A.I.M. — an acronym for Advanced Idea mechanics — was an organization of brilliant engineers and scientists who created advance weapons for terrorists, assorted super-villains and the like while getting their asses kicked by Nick Fury, the agents of S.H.I.E.L.D. and Captain America, most notably coming up with the Cosmic Cube, the Super-Adaptoid and MODOK (“Mental Organism Designed Only for Killing”), and their uniforms consisted of a canary-yellow jumpsuit surmounted with a matching helmet that looked like an inverted bucket of Kentucky Fried Chicken whose sole feature was a mesh eye-slit for visibility. Drawing a from-the-shoulders-up portrait of an faceless, nameless A.I.M. agent would be a piece of cake, and after a half-hour trial period in which I drilled myself on drawing one as swiftly as possible I was able to literally produce the image with my eyes closed, a trick I still sometimes do at parties when asked to prove the veracity of this story. Thus prepared, I launched into my project and cranked out 580 (yes, you read that right) A.I.M. heads within about three hours. When I showed up to work that Monday, laden with a thousand cards, I showed them to the assembled Bullpen and basked shamelessly in the blended derision and admiration heaped upon me for having the unmitigated gall to perpetrate such an act out outright fleecing. When I explained to then-art director Michael Golden how I pulled off the assignment he simply said, “Hey, man, you do what you gotta do to get it done and meet the deadline!”
The finished stacks of hand-drawn Sketch-A-Graphs, separated by character, with six piles of A.I.M. heads seen at the rear and another to their immediate right. Grand total: one thousand cards.
Upon turning in the cards and them making their way back to Fleer I received feedback from the fuckstick in charge of the project and he bitched me out for drawing some of the Hulk pictures with art outside of the bleed lines — I had to explain to the moron how it’s okay to draw outside of the bleed provided that the art that will be cropped is just superfluous runoff, and I didn't give a flying fuck if my signature got sliced off, for obvious reasons — and for having the nerve to give him over five-hundred A.I.M. heads, after which he announced that he wasn’t going to pay me what I was due. I rained unbridled fury down upon him over the phone and informed him that I was going to bring my grievance to the guy at Marvel who’d brought us the project in the first place; I did just that and not long afterward I’m pleased to say that I received a check for all the money I was due and paid off my credit card balance (I have it on good authority that the asshole at Fleer was told that I was a very pissed-off, 250-pound scary negro with a huge Afro, so he relented for fear that I would put on my grass skirt and caper about his house while uttering “ooga-booga” incantations in preamble to using him to indulge in my natural-born taste for cannibalism).
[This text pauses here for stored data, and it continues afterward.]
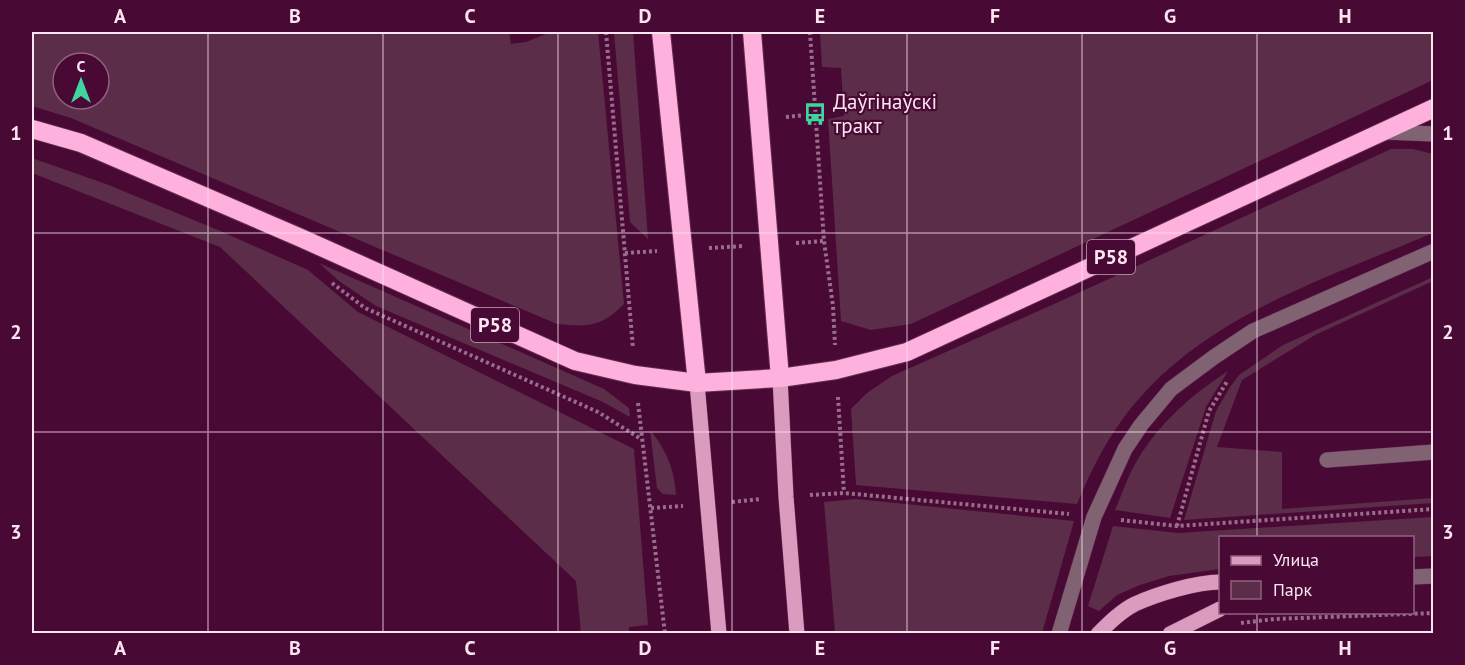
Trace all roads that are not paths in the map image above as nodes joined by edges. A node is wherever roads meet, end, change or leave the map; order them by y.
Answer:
1 (661, 32) edge
2 (752, 32) edge
3 (1434, 108) edge
4 (32, 129) edge
5 (1379, 132) junction
6 (1434, 134) edge
7 (1434, 251) edge
8 (780, 378) junction
9 (697, 382) junction
10 (1434, 453) edge
11 (1328, 460) dead end
12 (1434, 576) edge
13 (1414, 577) edge
14 (1219, 582) edge
15 (1219, 610) edge
16 (719, 633) edge
17 (797, 633) edge
18 (1059, 633) edge
19 (1098, 633) edge
20 (1170, 633) edge

1 - 9 highway
2 - 8 highway
3 - 5 highway, Р58
4 - 9 highway, Р58
5 - 6 street
5 - 8 highway, Р58
7 - 18 street
8 - 9 highway, Р58
8 - 17 main road
9 - 16 main road
10 - 11 street
12 - 13 street
14 - 19 main road
15 - 20 main road

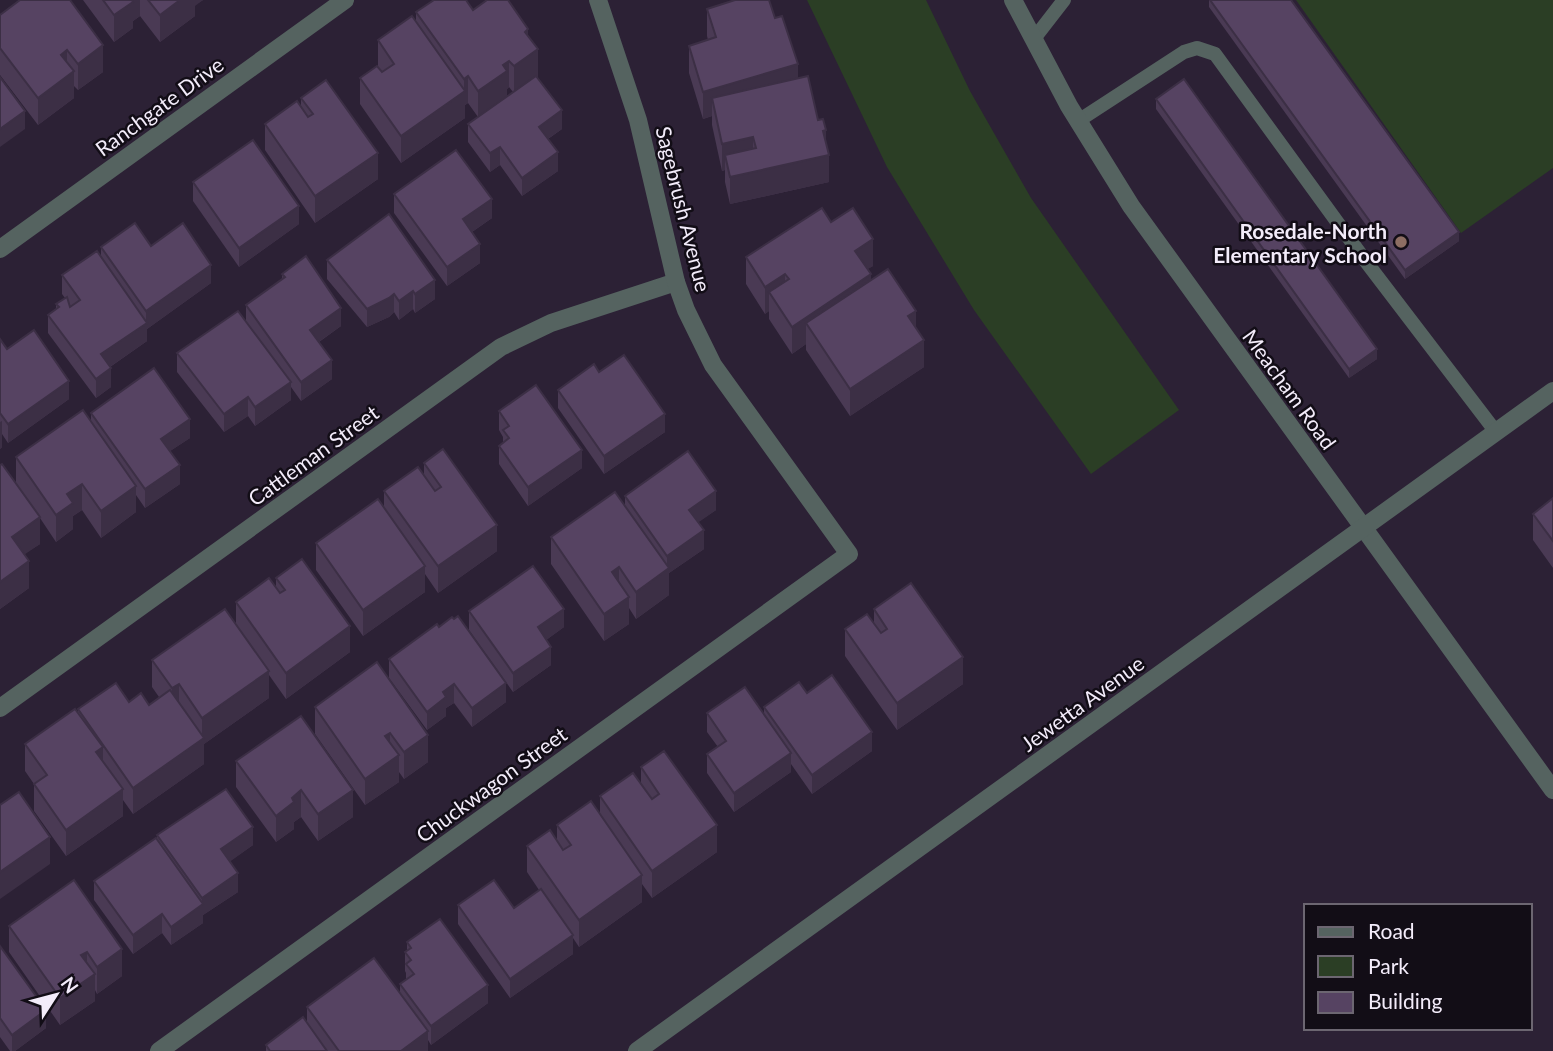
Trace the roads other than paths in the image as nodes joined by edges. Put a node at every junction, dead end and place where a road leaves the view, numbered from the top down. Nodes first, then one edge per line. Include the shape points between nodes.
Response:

We now skip ahead by a couple of years to when the Sketch-A-Graph cards are collector’s items that regularly turn up on eBay. I’ve been told more than once by friends who follow such things, and the ones who are still active doing original sketch cards for freelance bucks, that my A.I.M. heads are occasionally found for sale at insanely inflated prices that make me laugh my ass off. I once even received an email from a collector who found my name online and upon reading my comics biz resume he wondered if I were the A.I.M. heads guy. I answered in the affirmative and he responded with “Yeah, your cards are kind of…notorious, but why is your name on them signed ‘Stan?’” I had no idea what he was talking about, but it soon became apparent that my signature was not only scrawled swiftly but also drunkenly, so there’s a faction of collectors out there who know of me as the illustrious “Stan Bunche.” Who’da thunk it?
An actual A.I.M. head card by "Stan Bunche." From the collection of Jared Osborn.
And with the rise in popularity of beautifully-sculpted "mini-busts" of comics characters both well-known and somewhat obscure came this handsome 2-pack of A.I.M. agents crafted in resin, perhaps a belated bit of fallout from the efforts of "Stan Bunche?"
Again, who'da thunk it? I'd love a set, but I can think of many other ways I'd rather spend seventy-five bucks.